LoggingOn So Ya Wanna Be An Editorial Boarder?  by Nick Carbone

"Differently ..."

In hypertextual environments, writers are not only learning to strike forcefully in the traditional sense of presenting the correct words in the proper manner, but are also learning to weave a writing space that is more personal than the standard sheet of paper. We are writing differently; we are reading differently; we are learning differently; we are teaching differently. Kairos  is a journal that addresses these facts individually and syllogistically. (Mick Doherty in the Kairos  Homepage.)

The goal is not only to learn, to read, to write, and to teach differently, but to use hypertext to do all of these exceedingly well, and when possible better than has been done with print-based only knowledge. Mick didn't stress this connotation of "differently" because it is obvious to him and us. But it is worth stressing here. One "Kairic" goal is to add to the print-based ways we make knowledge and meaning, to create, in the spirit of the word "kairos," knowledge with the layers of meaning, knowledge that recognizes its important poetic and philosophical place in time: both fixed for its moment of first publication and continually engaged, expanded and changed by new readings and writngs.

We will add to print-based forms and sensibilities, then, by both departing from and coming back to those print ways; by weaving new insights gleaned from new ways of organizing knowledge with those generated by old ways, by being both fixed and dynamic ourselves, archived yet always linked to a changing web and ongoing dialogue.

Thus as editors we seek pieces which embrace that spirit and that give us new ways to imagine knowledge. And we do mean knowledge. The arrogance of saying that what comes from a computer is information and what comes from a human speaker or book is knowledge is only matched by the reverse claim--that only in hypertext can we create a full, democratic, learning-by-doing, post-structuralist, Dewey-esque model of teaching and learning. We seek to be many things with this journal: articulate, thoughtful, engaging, cutting-edge, intelligent, witty, and radical.

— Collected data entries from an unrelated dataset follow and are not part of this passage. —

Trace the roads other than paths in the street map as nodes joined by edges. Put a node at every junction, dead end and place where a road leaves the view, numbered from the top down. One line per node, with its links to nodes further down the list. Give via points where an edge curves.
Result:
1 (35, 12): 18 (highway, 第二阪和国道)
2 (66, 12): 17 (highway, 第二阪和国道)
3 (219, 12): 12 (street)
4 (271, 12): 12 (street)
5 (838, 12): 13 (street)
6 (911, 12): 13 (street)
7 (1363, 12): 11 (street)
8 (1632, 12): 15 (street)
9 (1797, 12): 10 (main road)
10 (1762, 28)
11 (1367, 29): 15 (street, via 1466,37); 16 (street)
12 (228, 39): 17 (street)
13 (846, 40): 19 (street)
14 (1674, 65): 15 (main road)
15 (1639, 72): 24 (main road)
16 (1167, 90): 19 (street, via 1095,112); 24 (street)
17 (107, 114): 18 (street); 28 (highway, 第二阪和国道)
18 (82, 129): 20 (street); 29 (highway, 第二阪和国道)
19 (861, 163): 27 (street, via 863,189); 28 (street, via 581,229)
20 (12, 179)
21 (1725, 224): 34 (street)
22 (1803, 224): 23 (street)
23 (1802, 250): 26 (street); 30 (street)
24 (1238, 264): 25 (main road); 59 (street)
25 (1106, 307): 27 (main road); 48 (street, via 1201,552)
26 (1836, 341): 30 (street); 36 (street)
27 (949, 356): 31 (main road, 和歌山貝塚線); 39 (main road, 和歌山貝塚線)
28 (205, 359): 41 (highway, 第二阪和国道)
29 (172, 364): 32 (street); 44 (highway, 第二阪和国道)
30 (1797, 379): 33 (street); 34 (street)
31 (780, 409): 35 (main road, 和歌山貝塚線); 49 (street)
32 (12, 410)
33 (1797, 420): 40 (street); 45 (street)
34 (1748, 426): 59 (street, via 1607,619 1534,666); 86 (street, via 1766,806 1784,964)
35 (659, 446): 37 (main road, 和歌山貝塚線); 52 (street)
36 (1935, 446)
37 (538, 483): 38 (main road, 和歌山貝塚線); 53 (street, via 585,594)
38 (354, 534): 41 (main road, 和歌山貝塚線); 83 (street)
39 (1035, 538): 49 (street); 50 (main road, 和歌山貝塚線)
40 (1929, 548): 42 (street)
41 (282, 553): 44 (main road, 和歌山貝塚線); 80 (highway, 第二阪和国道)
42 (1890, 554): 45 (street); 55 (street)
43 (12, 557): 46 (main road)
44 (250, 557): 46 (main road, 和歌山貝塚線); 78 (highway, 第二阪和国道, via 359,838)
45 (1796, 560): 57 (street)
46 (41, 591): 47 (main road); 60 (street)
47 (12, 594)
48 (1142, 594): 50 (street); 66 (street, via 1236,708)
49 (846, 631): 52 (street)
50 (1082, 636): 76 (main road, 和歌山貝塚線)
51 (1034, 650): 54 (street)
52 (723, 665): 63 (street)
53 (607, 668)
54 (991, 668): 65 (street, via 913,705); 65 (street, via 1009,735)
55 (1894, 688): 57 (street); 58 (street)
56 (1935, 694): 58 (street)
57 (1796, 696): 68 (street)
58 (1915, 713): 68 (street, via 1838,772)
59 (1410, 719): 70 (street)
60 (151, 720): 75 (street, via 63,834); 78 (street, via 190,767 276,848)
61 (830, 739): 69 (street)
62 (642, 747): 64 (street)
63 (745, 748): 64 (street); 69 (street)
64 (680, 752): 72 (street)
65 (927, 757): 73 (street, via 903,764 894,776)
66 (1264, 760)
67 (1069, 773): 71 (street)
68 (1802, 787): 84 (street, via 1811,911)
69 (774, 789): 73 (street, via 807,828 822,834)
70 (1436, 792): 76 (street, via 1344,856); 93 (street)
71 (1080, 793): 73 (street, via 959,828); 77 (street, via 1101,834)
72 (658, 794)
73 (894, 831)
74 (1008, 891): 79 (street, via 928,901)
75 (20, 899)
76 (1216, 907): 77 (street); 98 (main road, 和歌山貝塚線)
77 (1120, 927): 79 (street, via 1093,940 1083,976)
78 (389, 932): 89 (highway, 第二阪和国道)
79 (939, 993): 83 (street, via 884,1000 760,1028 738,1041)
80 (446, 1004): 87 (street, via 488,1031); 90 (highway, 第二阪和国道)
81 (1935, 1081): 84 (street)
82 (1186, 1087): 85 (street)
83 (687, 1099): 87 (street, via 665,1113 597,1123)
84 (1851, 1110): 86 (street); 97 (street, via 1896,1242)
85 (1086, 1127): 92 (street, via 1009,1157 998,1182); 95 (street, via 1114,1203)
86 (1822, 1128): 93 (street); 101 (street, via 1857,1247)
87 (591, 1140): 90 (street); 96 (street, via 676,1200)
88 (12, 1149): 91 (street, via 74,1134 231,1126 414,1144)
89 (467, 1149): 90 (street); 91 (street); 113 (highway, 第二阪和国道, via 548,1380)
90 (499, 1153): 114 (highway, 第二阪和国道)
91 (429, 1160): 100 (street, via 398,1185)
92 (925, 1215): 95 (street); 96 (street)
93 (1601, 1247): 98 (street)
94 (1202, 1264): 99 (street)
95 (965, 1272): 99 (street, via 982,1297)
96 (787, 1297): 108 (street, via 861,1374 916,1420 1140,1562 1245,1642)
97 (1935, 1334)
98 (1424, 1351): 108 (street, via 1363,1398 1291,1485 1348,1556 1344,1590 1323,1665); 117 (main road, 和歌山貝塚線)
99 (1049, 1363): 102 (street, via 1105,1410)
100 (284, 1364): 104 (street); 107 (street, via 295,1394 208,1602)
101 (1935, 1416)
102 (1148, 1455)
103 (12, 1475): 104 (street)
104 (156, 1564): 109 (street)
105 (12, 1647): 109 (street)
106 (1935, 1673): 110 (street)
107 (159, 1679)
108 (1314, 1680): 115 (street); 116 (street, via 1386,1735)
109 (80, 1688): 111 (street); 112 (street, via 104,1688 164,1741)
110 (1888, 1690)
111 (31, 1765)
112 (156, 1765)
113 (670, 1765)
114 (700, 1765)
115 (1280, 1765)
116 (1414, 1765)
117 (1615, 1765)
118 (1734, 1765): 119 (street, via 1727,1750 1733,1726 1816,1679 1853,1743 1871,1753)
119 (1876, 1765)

Doing all that well is a necessary challenge, one we must meet if we are to matter. And we do want to matter. Not only for our readers, but also for ourselves and our contributors. We mean to be a journal that has import for both contributors and editorial board members at hiring, promotion, and tenure reviews. We will achieve that if readers come to us, cite the work they discover here, and seek to contribute;.